Oskar Lafontaine (homme politique allemand, membre fondateur et ancien coprésident de Die Linke, auparavant adhérent du Parti social-démocrate d’Allemagne (SPD) qu’il a présidé de 1995 à 1999) répond à la déclaration du chancelier fédéral Olaf Scholz qui a déclaré : « À Kiev, Kharkiv, Odessa et Marioupol, les gens ne défendent pas seulement leur patrie. Ils se battent pour la liberté et leur démocratie, pour des valeurs que nous partageons avec eux. En tant que démocrates, en tant qu’Européens, nous sommes à leurs côtés, du bon côté de l’histoire. »

Celui qui se tient du côté des Ukrainiens est donc du bon côté de l’histoire. Mais qui représente l’Ukraine, et que veulent les Ukrainiens ?
Il est certain que la grande majorité d’entre eux veulent que les tueries et la destruction de leur patrie cessent immédiatement par un cessez-le-feu et des négociations de paix.

Lorsque les journalistes et les politiques prétendent le contraire et parlent par exemple du fait que les Ukrainiens sont prêts à sacrifier leur vie pour la liberté et la démocratie, ce n’est rien d’autre que de la grossière propagande de guerre de ceux qui ne risquent pas leur vie et qui, depuis leur bureau, envoient les autres sur les champs de bataille.

Inutile de dire que les soldats russes ne souhaitent eux aussi rien d’autre qu’un cessez-le-feu immédiat et des négociations de paix. Pourquoi les bellicistes du monde entier ont-ils toujours autant de mal à s’imaginer ce que ressentent les familles dont les pères et les fils doivent mourir sur les champs de bataille ?

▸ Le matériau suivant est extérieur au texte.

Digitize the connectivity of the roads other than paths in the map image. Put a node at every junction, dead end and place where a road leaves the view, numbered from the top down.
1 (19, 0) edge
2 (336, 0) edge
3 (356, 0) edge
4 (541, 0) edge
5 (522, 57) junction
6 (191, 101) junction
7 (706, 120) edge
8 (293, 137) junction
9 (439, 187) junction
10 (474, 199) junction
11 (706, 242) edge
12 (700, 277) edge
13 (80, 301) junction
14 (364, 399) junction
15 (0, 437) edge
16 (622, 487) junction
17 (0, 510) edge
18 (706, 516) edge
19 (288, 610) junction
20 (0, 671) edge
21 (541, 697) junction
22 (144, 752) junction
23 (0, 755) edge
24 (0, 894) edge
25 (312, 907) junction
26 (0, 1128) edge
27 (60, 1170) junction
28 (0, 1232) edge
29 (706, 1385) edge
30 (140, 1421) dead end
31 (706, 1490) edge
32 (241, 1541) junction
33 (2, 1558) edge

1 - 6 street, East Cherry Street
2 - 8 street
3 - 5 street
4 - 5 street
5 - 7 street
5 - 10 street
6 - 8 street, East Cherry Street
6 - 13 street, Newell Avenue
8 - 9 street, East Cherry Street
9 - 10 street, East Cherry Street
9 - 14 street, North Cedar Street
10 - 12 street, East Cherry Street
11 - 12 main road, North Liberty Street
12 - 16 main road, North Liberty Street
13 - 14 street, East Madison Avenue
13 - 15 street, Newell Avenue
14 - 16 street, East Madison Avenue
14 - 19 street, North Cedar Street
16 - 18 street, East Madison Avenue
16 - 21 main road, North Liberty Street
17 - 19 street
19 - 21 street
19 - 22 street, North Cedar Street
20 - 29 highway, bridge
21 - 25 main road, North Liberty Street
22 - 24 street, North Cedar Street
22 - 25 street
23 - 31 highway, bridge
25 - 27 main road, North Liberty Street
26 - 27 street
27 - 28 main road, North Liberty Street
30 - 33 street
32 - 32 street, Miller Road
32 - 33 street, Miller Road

Les Ukrainiens veulent des négociations de paix

En tout cas, on n’est pas du bon côté de l’histoire quand on soutient la politique de Zelensky et de son entourage. Ils veulent que les soldats ukrainiens se battent jusqu’à ce que tous les territoires ukrainiens occupés par les Russes soient libérés, y compris la Crimée. Quiconque sait compter politiquement jusqu’à trois sait que ce sont des objectifs totalement inaccessibles.

D’ailleurs, Zelensky a perdu depuis longtemps sa crédibilité aux yeux de beaucoup parce qu’il ne cesse de réclamer la troisième guerre mondiale. Tantôt il a demandé une zone d’exclusion aérienne, tantôt il veut des frappes préventives contre Moscou. Tantôt il réclame des armes nucléaires pour l’Ukraine, puis il affirme contrairement à la vérité que le missile de défense ukrainien qui a tué deux Polonais a été tiré par la Russie, puis il exige que l’OTAN protège du sabotage la centrale nucléaire de Zaporizhia occupée par les Russes. Même le Frankfurter Allgemeine Zeitung en a eu assez : « Zelensky veut entraîner l’OTAN dans la guerre », écrit-il.

En réclamant sans cesse une extension de la guerre, une reconquête du Donbass et de la Crimée, Zelensky ne prouve qu’une chose : il ne représente plus la population ukrainienne depuis longtemps. Après neuf mois de guerre, elle veut un cessez-le-feu et une solution de paix, en dépit de toutes les affirmations de la presse de propagande. Il est d’autant plus irresponsable que les politiciens européens, les bellicistes allemands en tête, confortent l’Ukraine dans son objectif de vaincre la Russie.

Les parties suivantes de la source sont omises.